**What to work on:** All lines holding the word "each" in the listing below need to be copied.

**Working data:**
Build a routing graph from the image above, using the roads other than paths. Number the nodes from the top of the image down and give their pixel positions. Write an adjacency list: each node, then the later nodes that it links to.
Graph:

* * *

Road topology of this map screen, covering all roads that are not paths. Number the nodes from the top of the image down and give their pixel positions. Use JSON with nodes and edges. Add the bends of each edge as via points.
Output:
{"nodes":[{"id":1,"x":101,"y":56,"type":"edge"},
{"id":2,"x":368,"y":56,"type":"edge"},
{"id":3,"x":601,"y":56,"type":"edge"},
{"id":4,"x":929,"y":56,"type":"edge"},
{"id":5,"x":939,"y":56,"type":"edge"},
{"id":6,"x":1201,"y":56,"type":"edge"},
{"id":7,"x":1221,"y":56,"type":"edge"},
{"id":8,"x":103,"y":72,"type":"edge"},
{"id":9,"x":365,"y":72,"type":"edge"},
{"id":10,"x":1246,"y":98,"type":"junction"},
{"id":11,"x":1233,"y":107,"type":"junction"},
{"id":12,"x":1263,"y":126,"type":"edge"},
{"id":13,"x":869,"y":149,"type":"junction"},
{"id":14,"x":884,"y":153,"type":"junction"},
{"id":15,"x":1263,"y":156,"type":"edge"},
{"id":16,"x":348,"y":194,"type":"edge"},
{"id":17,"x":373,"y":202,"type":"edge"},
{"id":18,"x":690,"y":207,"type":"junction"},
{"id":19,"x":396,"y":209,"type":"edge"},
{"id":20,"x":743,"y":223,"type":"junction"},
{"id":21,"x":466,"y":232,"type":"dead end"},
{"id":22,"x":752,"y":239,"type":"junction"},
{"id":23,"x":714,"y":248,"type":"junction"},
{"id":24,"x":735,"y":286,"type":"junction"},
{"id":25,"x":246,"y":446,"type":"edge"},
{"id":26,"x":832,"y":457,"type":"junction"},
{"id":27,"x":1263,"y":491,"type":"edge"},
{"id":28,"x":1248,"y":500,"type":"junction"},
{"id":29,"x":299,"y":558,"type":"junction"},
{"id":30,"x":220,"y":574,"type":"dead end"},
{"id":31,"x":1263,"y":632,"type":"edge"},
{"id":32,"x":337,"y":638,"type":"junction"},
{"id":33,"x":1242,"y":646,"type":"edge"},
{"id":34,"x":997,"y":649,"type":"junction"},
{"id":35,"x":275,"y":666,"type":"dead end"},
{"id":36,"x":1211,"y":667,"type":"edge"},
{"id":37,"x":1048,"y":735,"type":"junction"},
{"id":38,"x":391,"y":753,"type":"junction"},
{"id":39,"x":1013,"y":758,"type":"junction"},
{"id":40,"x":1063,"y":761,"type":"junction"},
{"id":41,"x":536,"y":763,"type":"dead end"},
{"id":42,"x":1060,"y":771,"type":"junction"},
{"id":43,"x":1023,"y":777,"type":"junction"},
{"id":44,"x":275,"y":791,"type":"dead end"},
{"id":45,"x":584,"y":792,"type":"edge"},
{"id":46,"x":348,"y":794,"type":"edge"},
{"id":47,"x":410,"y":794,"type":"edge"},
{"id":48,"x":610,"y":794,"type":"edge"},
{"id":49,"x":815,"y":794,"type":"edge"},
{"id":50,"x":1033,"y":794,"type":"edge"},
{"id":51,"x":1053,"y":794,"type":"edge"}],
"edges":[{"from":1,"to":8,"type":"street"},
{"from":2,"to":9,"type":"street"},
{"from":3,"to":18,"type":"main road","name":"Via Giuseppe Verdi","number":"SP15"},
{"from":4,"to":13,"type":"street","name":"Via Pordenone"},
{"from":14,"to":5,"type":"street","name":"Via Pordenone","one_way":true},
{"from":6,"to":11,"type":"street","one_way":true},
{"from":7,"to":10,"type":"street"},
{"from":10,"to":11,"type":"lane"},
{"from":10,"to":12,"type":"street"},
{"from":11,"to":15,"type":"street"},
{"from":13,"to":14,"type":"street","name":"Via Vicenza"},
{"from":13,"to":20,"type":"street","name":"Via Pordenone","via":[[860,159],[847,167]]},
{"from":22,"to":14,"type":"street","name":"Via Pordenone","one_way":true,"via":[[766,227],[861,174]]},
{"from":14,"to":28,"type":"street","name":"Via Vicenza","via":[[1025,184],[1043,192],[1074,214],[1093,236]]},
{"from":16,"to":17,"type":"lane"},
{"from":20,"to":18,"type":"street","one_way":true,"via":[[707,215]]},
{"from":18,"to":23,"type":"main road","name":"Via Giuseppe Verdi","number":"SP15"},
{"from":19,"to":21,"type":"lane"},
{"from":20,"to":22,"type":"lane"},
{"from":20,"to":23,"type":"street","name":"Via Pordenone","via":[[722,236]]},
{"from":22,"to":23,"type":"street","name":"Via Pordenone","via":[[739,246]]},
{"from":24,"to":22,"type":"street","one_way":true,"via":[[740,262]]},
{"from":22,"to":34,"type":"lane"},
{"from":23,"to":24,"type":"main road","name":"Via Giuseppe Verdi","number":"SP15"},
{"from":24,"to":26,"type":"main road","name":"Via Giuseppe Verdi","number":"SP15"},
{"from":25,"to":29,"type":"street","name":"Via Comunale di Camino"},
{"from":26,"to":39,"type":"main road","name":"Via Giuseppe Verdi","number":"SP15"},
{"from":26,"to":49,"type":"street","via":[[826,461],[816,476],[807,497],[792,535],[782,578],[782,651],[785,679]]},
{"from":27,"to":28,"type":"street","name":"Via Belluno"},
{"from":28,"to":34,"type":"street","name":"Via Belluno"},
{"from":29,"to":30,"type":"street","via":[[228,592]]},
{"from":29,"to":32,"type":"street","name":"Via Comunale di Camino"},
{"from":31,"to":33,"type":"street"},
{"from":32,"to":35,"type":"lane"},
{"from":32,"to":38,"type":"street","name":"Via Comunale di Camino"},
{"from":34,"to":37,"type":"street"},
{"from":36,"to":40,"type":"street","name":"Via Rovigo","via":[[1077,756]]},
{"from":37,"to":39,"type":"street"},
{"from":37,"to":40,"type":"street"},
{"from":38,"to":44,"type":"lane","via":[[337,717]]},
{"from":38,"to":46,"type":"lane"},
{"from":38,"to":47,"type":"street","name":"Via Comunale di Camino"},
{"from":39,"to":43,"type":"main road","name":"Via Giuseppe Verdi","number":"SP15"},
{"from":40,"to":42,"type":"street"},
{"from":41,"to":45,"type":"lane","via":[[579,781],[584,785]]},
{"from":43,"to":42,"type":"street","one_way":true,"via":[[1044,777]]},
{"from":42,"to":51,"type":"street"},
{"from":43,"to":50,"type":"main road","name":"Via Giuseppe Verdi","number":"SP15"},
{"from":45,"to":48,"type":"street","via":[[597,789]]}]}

==

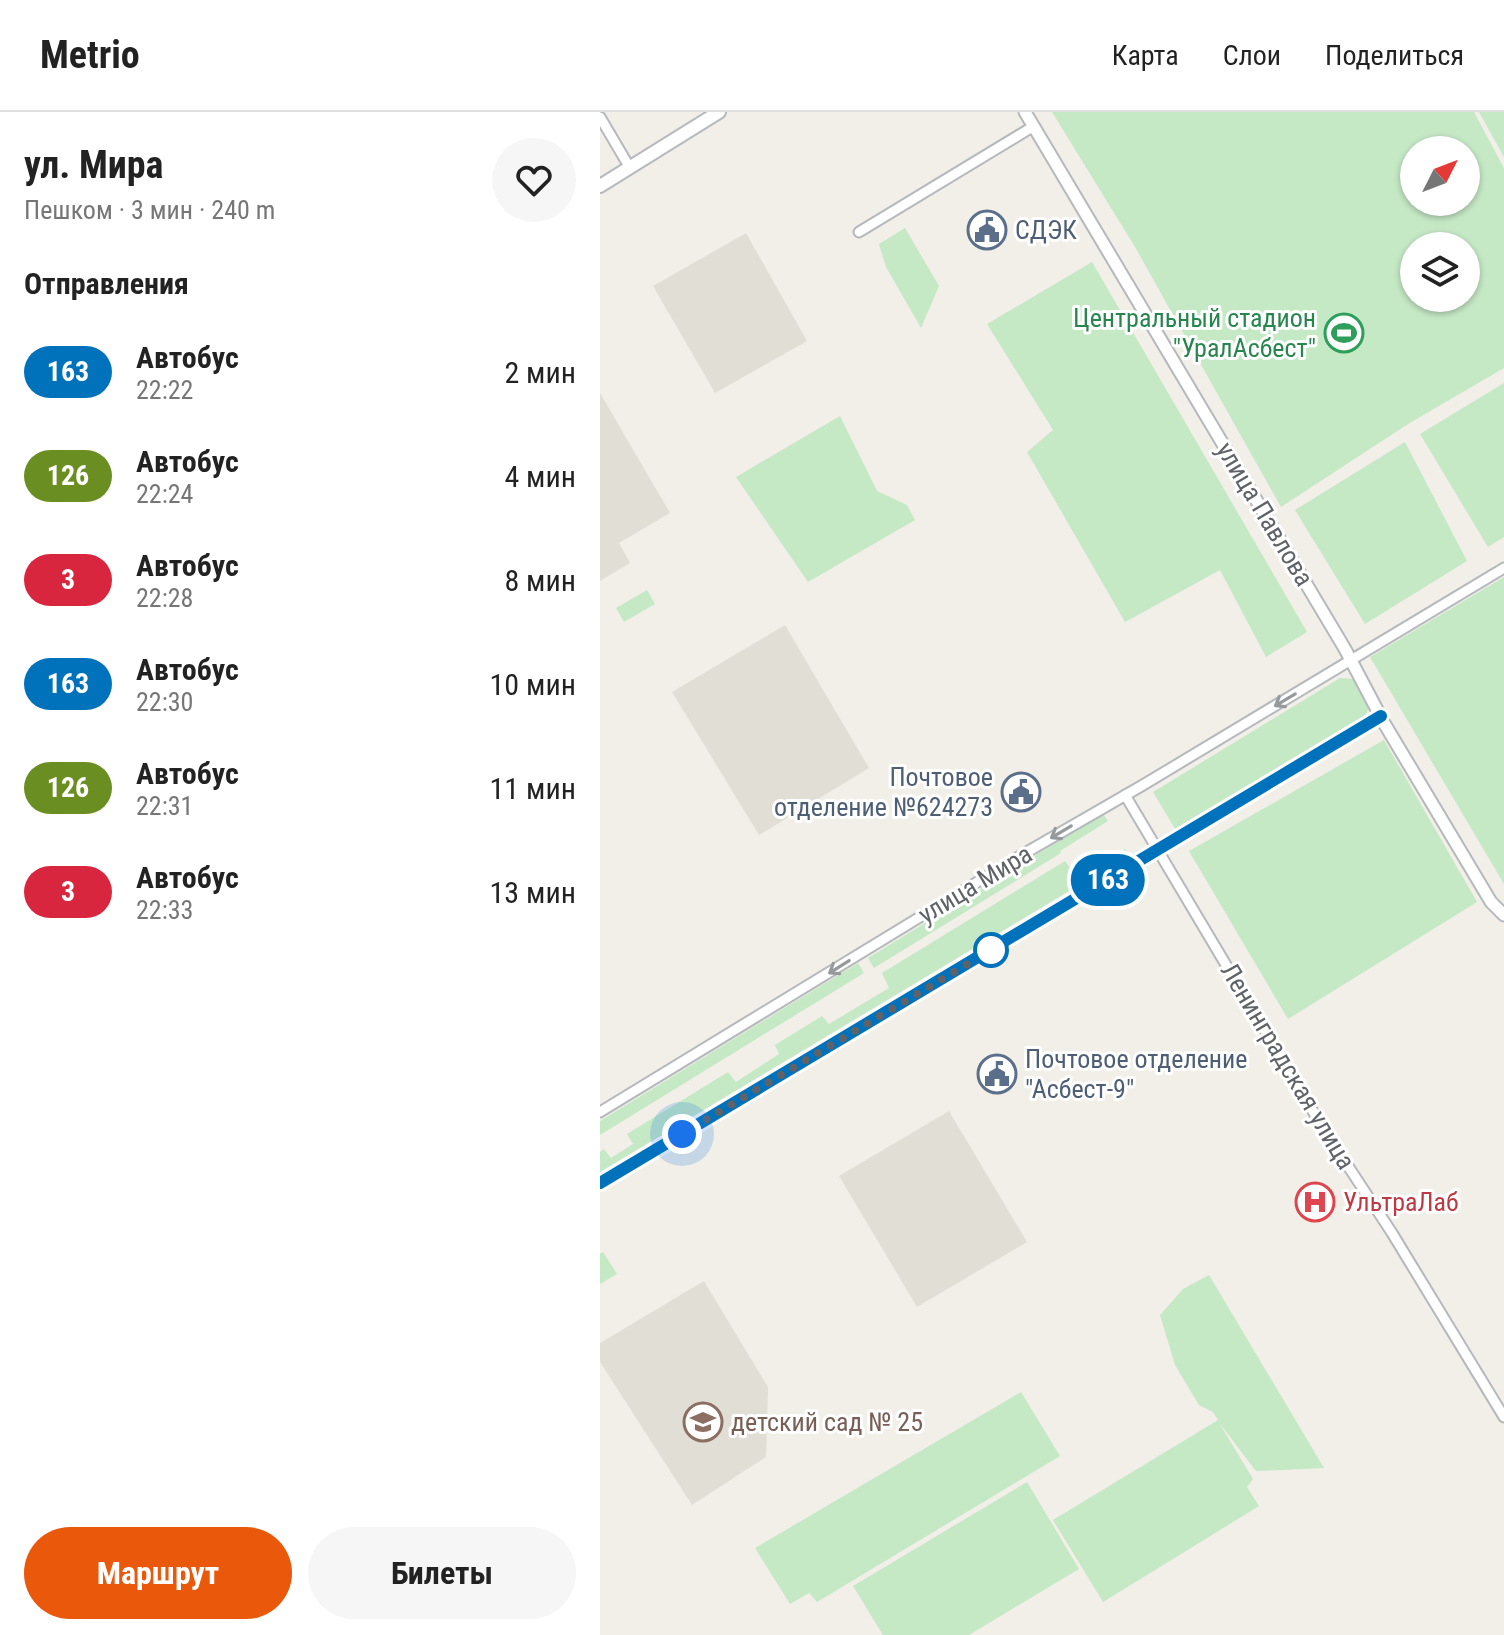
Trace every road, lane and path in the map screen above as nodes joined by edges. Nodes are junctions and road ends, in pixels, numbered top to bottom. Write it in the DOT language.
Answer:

**Solution for this problem:**
Build a routing graph from the image above, using the roads other than paths. Number the nodes from the top of the image down and give their pixel positions. Write an adjacency list: each node, then the later nodes that it links to.
Road topology of this map screen, covering all roads that are not paths. Number the nodes from the top of the image down and give their pixel positions. Use JSON with nodes and edges. Add the bends of each edge as via points.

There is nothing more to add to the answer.